Print every line below without adding or leaving out a single word.

Saved data entries:
[Start of Attachment]

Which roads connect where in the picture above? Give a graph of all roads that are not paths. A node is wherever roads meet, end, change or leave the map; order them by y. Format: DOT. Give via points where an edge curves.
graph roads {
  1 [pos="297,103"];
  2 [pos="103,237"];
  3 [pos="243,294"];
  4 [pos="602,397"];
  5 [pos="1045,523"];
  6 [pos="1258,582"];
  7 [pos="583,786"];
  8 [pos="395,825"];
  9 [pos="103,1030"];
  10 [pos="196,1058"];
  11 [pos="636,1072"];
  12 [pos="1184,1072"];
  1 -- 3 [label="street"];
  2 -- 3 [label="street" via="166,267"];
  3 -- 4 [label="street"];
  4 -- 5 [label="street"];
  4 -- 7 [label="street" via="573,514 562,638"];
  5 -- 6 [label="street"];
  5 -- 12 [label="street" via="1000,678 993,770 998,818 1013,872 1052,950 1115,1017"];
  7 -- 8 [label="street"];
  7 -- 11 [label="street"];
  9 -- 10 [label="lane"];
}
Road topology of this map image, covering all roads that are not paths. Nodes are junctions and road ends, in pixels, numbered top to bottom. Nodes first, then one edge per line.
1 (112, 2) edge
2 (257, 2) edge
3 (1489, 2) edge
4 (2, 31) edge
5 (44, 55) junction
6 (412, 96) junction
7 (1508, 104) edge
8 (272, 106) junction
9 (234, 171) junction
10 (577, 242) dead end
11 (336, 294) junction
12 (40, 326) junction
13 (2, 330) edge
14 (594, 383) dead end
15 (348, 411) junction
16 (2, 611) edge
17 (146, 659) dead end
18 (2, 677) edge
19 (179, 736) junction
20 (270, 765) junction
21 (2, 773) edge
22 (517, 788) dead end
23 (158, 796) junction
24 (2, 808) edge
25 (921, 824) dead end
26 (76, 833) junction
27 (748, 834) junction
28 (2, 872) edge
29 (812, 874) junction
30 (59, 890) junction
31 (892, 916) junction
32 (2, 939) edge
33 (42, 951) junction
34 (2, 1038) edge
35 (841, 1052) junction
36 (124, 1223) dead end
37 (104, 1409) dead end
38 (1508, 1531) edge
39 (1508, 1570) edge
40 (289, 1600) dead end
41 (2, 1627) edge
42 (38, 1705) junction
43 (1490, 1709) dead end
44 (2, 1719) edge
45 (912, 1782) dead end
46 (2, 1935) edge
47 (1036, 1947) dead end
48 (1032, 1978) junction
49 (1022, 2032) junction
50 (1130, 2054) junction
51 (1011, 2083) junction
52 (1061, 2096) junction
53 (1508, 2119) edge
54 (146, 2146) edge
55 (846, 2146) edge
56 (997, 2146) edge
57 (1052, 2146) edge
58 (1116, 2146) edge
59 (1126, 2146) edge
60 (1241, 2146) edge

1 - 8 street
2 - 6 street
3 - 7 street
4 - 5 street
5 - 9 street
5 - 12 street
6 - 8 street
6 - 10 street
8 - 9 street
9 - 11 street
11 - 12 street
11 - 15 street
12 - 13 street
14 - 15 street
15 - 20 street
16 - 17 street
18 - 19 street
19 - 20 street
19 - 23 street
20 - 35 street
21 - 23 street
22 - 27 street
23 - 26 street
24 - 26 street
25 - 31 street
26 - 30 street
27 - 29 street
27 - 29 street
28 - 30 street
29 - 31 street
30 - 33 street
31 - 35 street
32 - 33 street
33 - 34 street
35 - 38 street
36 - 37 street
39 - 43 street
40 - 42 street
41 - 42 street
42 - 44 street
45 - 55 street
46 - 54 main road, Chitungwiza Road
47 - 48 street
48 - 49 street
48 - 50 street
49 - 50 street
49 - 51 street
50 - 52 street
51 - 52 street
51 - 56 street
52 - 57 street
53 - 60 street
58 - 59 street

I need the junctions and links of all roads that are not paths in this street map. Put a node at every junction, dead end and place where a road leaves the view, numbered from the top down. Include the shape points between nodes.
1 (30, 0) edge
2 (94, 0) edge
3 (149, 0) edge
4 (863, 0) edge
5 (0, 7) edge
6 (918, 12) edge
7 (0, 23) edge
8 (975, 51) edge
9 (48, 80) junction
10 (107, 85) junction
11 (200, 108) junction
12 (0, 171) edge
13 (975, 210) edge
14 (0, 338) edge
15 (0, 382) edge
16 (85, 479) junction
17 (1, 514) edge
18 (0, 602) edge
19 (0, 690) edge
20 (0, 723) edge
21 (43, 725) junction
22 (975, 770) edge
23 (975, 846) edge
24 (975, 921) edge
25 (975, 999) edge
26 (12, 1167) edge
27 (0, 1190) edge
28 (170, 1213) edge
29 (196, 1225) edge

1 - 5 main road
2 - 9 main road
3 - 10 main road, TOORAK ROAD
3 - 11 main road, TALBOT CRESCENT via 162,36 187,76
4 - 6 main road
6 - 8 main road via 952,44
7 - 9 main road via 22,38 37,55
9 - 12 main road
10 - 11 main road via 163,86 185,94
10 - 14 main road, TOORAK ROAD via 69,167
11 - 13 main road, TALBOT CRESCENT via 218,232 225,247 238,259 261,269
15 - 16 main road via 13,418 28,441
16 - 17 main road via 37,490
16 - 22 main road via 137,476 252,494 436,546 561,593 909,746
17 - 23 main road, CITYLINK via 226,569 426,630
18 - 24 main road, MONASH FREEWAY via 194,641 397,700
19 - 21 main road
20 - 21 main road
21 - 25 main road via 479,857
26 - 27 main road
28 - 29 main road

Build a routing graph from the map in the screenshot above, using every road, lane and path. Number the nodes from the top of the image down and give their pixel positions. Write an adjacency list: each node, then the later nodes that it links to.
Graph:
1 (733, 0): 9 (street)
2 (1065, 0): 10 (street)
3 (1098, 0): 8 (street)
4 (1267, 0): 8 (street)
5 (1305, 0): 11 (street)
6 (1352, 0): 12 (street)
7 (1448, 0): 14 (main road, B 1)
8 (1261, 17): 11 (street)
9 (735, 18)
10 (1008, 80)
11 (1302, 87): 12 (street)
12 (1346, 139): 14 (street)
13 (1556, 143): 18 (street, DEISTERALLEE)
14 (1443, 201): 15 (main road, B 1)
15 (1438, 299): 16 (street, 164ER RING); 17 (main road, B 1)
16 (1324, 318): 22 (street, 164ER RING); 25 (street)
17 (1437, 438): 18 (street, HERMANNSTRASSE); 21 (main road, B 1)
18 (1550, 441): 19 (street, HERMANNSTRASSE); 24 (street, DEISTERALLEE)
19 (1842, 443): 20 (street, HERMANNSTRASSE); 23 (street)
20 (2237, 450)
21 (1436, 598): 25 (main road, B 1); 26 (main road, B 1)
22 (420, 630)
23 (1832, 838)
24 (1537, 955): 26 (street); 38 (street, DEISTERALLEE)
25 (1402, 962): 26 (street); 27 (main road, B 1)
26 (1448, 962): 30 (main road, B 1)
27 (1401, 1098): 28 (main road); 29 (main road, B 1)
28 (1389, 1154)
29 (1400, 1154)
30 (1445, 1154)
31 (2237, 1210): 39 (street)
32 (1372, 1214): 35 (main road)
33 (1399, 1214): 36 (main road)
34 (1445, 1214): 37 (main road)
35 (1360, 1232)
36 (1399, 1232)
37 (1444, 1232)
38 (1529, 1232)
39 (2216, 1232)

[End of Attachment]

The completed task:
Which roads connect where in the picture above? Give a graph of all roads that are not paths. A node is wherever roads meet, end, change or leave the map; order them by y. Format: DOT. Give via points where an edge curves.
graph roads {
  1 [pos="297,103"];
  2 [pos="103,237"];
  3 [pos="243,294"];
  4 [pos="602,397"];
  5 [pos="1045,523"];
  6 [pos="1258,582"];
  7 [pos="583,786"];
  8 [pos="395,825"];
  9 [pos="103,1030"];
  10 [pos="196,1058"];
  11 [pos="636,1072"];
  12 [pos="1184,1072"];
  1 -- 3 [label="street"];
  2 -- 3 [label="street" via="166,267"];
  3 -- 4 [label="street"];
  4 -- 5 [label="street"];
  4 -- 7 [label="street" via="573,514 562,638"];
  5 -- 6 [label="street"];
  5 -- 12 [label="street" via="1000,678 993,770 998,818 1013,872 1052,950 1115,1017"];
  7 -- 8 [label="street"];
  7 -- 11 [label="street"];
  9 -- 10 [label="lane"];
}
Road topology of this map image, covering all roads that are not paths. Nodes are junctions and road ends, in pixels, numbered top to bottom. Nodes first, then one edge per line.
1 (112, 2) edge
2 (257, 2) edge
3 (1489, 2) edge
4 (2, 31) edge
5 (44, 55) junction
6 (412, 96) junction
7 (1508, 104) edge
8 (272, 106) junction
9 (234, 171) junction
10 (577, 242) dead end
11 (336, 294) junction
12 (40, 326) junction
13 (2, 330) edge
14 (594, 383) dead end
15 (348, 411) junction
16 (2, 611) edge
17 (146, 659) dead end
18 (2, 677) edge
19 (179, 736) junction
20 (270, 765) junction
21 (2, 773) edge
22 (517, 788) dead end
23 (158, 796) junction
24 (2, 808) edge
25 (921, 824) dead end
26 (76, 833) junction
27 (748, 834) junction
28 (2, 872) edge
29 (812, 874) junction
30 (59, 890) junction
31 (892, 916) junction
32 (2, 939) edge
33 (42, 951) junction
34 (2, 1038) edge
35 (841, 1052) junction
36 (124, 1223) dead end
37 (104, 1409) dead end
38 (1508, 1531) edge
39 (1508, 1570) edge
40 (289, 1600) dead end
41 (2, 1627) edge
42 (38, 1705) junction
43 (1490, 1709) dead end
44 (2, 1719) edge
45 (912, 1782) dead end
46 (2, 1935) edge
47 (1036, 1947) dead end
48 (1032, 1978) junction
49 (1022, 2032) junction
50 (1130, 2054) junction
51 (1011, 2083) junction
52 (1061, 2096) junction
53 (1508, 2119) edge
54 (146, 2146) edge
55 (846, 2146) edge
56 (997, 2146) edge
57 (1052, 2146) edge
58 (1116, 2146) edge
59 (1126, 2146) edge
60 (1241, 2146) edge

1 - 8 street
2 - 6 street
3 - 7 street
4 - 5 street
5 - 9 street
5 - 12 street
6 - 8 street
6 - 10 street
8 - 9 street
9 - 11 street
11 - 12 street
11 - 15 street
12 - 13 street
14 - 15 street
15 - 20 street
16 - 17 street
18 - 19 street
19 - 20 street
19 - 23 street
20 - 35 street
21 - 23 street
22 - 27 street
23 - 26 street
24 - 26 street
25 - 31 street
26 - 30 street
27 - 29 street
27 - 29 street
28 - 30 street
29 - 31 street
30 - 33 street
31 - 35 street
32 - 33 street
33 - 34 street
35 - 38 street
36 - 37 street
39 - 43 street
40 - 42 street
41 - 42 street
42 - 44 street
45 - 55 street
46 - 54 main road, Chitungwiza Road
47 - 48 street
48 - 49 street
48 - 50 street
49 - 50 street
49 - 51 street
50 - 52 street
51 - 52 street
51 - 56 street
52 - 57 street
53 - 60 street
58 - 59 street

I need the junctions and links of all roads that are not paths in this street map. Put a node at every junction, dead end and place where a road leaves the view, numbered from the top down. Include the shape points between nodes.
1 (30, 0) edge
2 (94, 0) edge
3 (149, 0) edge
4 (863, 0) edge
5 (0, 7) edge
6 (918, 12) edge
7 (0, 23) edge
8 (975, 51) edge
9 (48, 80) junction
10 (107, 85) junction
11 (200, 108) junction
12 (0, 171) edge
13 (975, 210) edge
14 (0, 338) edge
15 (0, 382) edge
16 (85, 479) junction
17 (1, 514) edge
18 (0, 602) edge
19 (0, 690) edge
20 (0, 723) edge
21 (43, 725) junction
22 (975, 770) edge
23 (975, 846) edge
24 (975, 921) edge
25 (975, 999) edge
26 (12, 1167) edge
27 (0, 1190) edge
28 (170, 1213) edge
29 (196, 1225) edge

1 - 5 main road
2 - 9 main road
3 - 10 main road, TOORAK ROAD
3 - 11 main road, TALBOT CRESCENT via 162,36 187,76
4 - 6 main road
6 - 8 main road via 952,44
7 - 9 main road via 22,38 37,55
9 - 12 main road
10 - 11 main road via 163,86 185,94
10 - 14 main road, TOORAK ROAD via 69,167
11 - 13 main road, TALBOT CRESCENT via 218,232 225,247 238,259 261,269
15 - 16 main road via 13,418 28,441
16 - 17 main road via 37,490
16 - 22 main road via 137,476 252,494 436,546 561,593 909,746
17 - 23 main road, CITYLINK via 226,569 426,630
18 - 24 main road, MONASH FREEWAY via 194,641 397,700
19 - 21 main road
20 - 21 main road
21 - 25 main road via 479,857
26 - 27 main road
28 - 29 main road

Build a routing graph from the map in the screenshot above, using every road, lane and path. Number the nodes from the top of the image down and give their pixel positions. Write an adjacency list: each node, then the later nodes that it links to.
Graph:
1 (733, 0): 9 (street)
2 (1065, 0): 10 (street)
3 (1098, 0): 8 (street)
4 (1267, 0): 8 (street)
5 (1305, 0): 11 (street)
6 (1352, 0): 12 (street)
7 (1448, 0): 14 (main road, B 1)
8 (1261, 17): 11 (street)
9 (735, 18)
10 (1008, 80)
11 (1302, 87): 12 (street)
12 (1346, 139): 14 (street)
13 (1556, 143): 18 (street, DEISTERALLEE)
14 (1443, 201): 15 (main road, B 1)
15 (1438, 299): 16 (street, 164ER RING); 17 (main road, B 1)
16 (1324, 318): 22 (street, 164ER RING); 25 (street)
17 (1437, 438): 18 (street, HERMANNSTRASSE); 21 (main road, B 1)
18 (1550, 441): 19 (street, HERMANNSTRASSE); 24 (street, DEISTERALLEE)
19 (1842, 443): 20 (street, HERMANNSTRASSE); 23 (street)
20 (2237, 450)
21 (1436, 598): 25 (main road, B 1); 26 (main road, B 1)
22 (420, 630)
23 (1832, 838)
24 (1537, 955): 26 (street); 38 (street, DEISTERALLEE)
25 (1402, 962): 26 (street); 27 (main road, B 1)
26 (1448, 962): 30 (main road, B 1)
27 (1401, 1098): 28 (main road); 29 (main road, B 1)
28 (1389, 1154)
29 (1400, 1154)
30 (1445, 1154)
31 (2237, 1210): 39 (street)
32 (1372, 1214): 35 (main road)
33 (1399, 1214): 36 (main road)
34 (1445, 1214): 37 (main road)
35 (1360, 1232)
36 (1399, 1232)
37 (1444, 1232)
38 (1529, 1232)
39 (2216, 1232)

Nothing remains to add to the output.